BRIEF: Copy out the records precisely, omitting pictures.

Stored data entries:

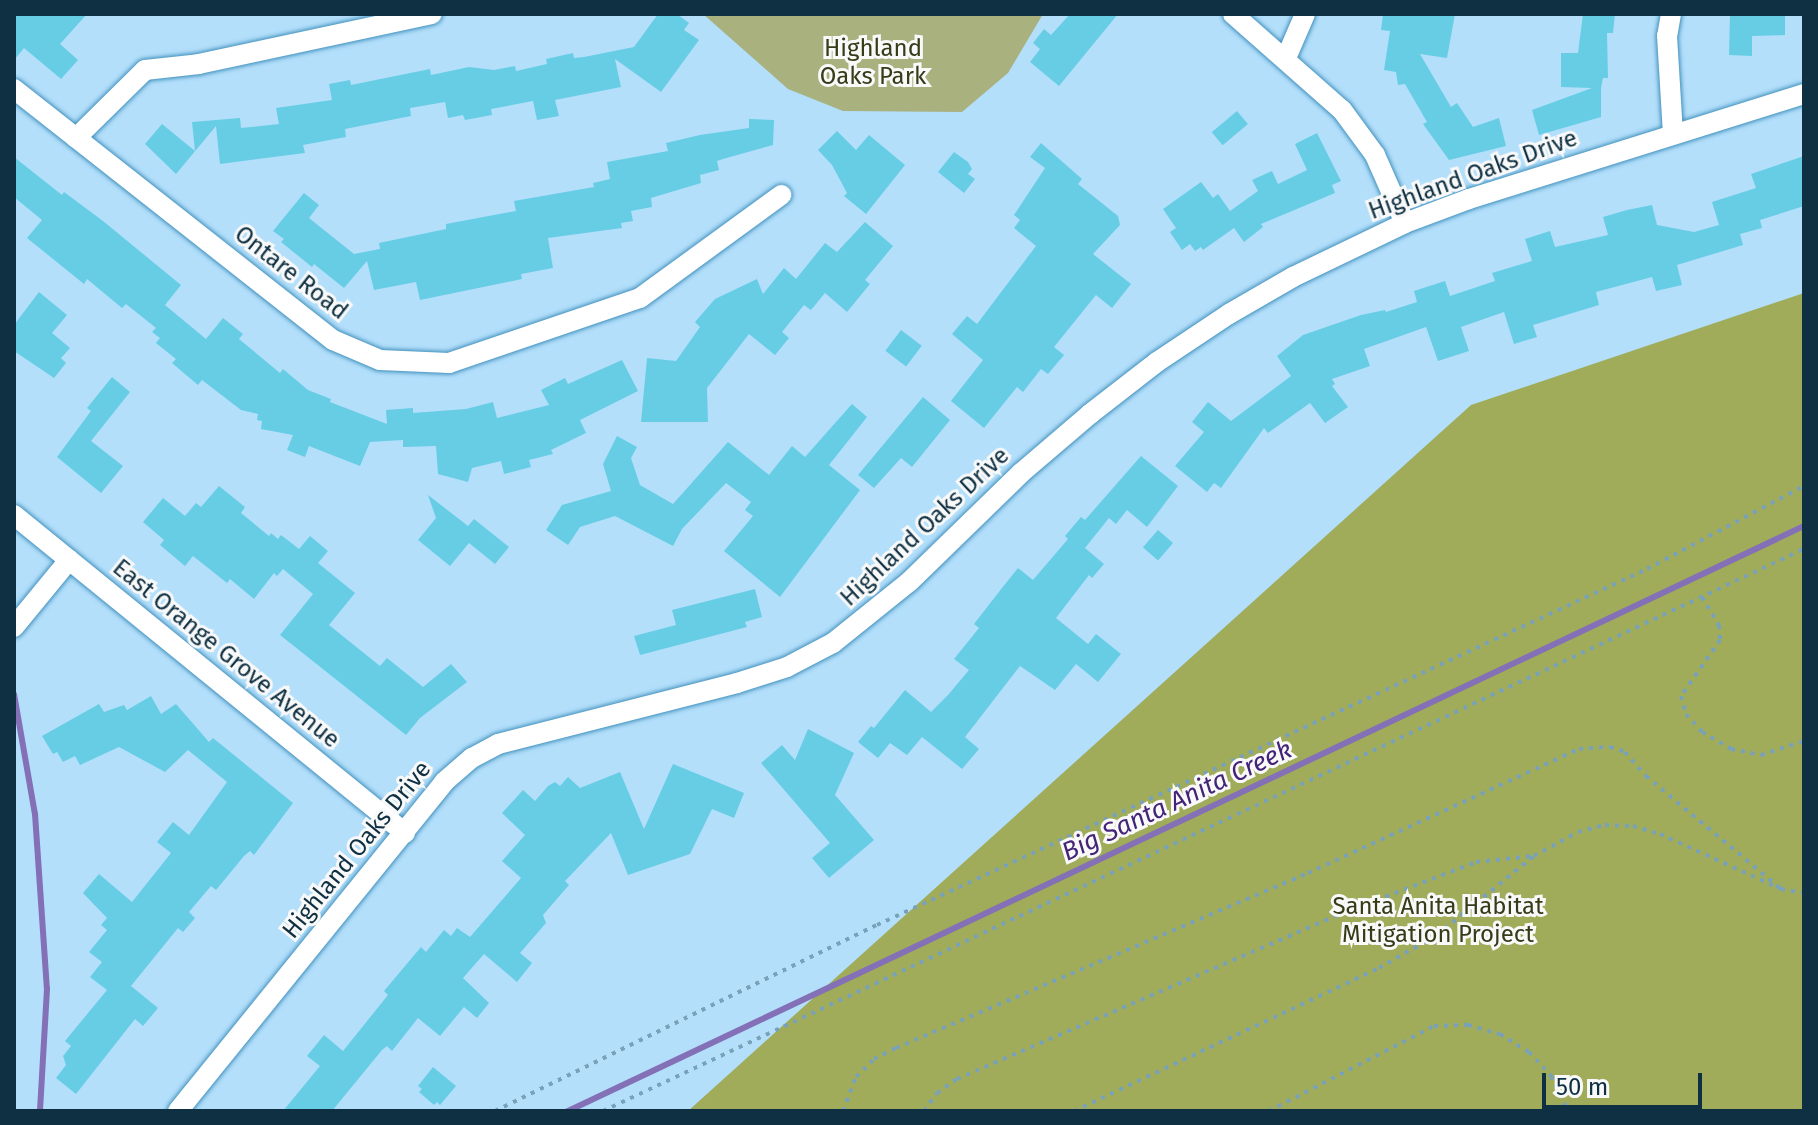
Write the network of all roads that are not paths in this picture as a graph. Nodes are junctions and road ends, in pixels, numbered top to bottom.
1 (432, 14) edge
2 (1233, 14) edge
3 (1305, 14) edge
4 (1671, 14) edge
5 (1286, 58) junction
6 (14, 89) edge
7 (1804, 94) edge
8 (1673, 133) junction
9 (76, 138) junction
10 (781, 195) dead end
11 (1405, 223) junction
12 (14, 515) edge
13 (69, 560) junction
14 (14, 627) edge
15 (405, 833) junction
16 (178, 1111) edge

1 - 9 street
2 - 5 street
3 - 5 street
4 - 8 street
5 - 11 street
6 - 9 street, Ontare Road
7 - 8 street, Highland Oaks Drive
8 - 11 street, Highland Oaks Drive
9 - 10 street, Ontare Road
11 - 15 street, Highland Oaks Drive
12 - 13 street, East Orange Grove Avenue
13 - 14 street
13 - 15 street, East Orange Grove Avenue
15 - 16 street, Highland Oaks Drive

TASK SOLUTION:
Write the network of all roads that are not paths in this picture as a graph. Nodes are junctions and road ends, in pixels, numbered top to bottom.
1 (432, 14) edge
2 (1233, 14) edge
3 (1305, 14) edge
4 (1671, 14) edge
5 (1286, 58) junction
6 (14, 89) edge
7 (1804, 94) edge
8 (1673, 133) junction
9 (76, 138) junction
10 (781, 195) dead end
11 (1405, 223) junction
12 (14, 515) edge
13 (69, 560) junction
14 (14, 627) edge
15 (405, 833) junction
16 (178, 1111) edge

1 - 9 street
2 - 5 street
3 - 5 street
4 - 8 street
5 - 11 street
6 - 9 street, Ontare Road
7 - 8 street, Highland Oaks Drive
8 - 11 street, Highland Oaks Drive
9 - 10 street, Ontare Road
11 - 15 street, Highland Oaks Drive
12 - 13 street, East Orange Grove Avenue
13 - 14 street
13 - 15 street, East Orange Grove Avenue
15 - 16 street, Highland Oaks Drive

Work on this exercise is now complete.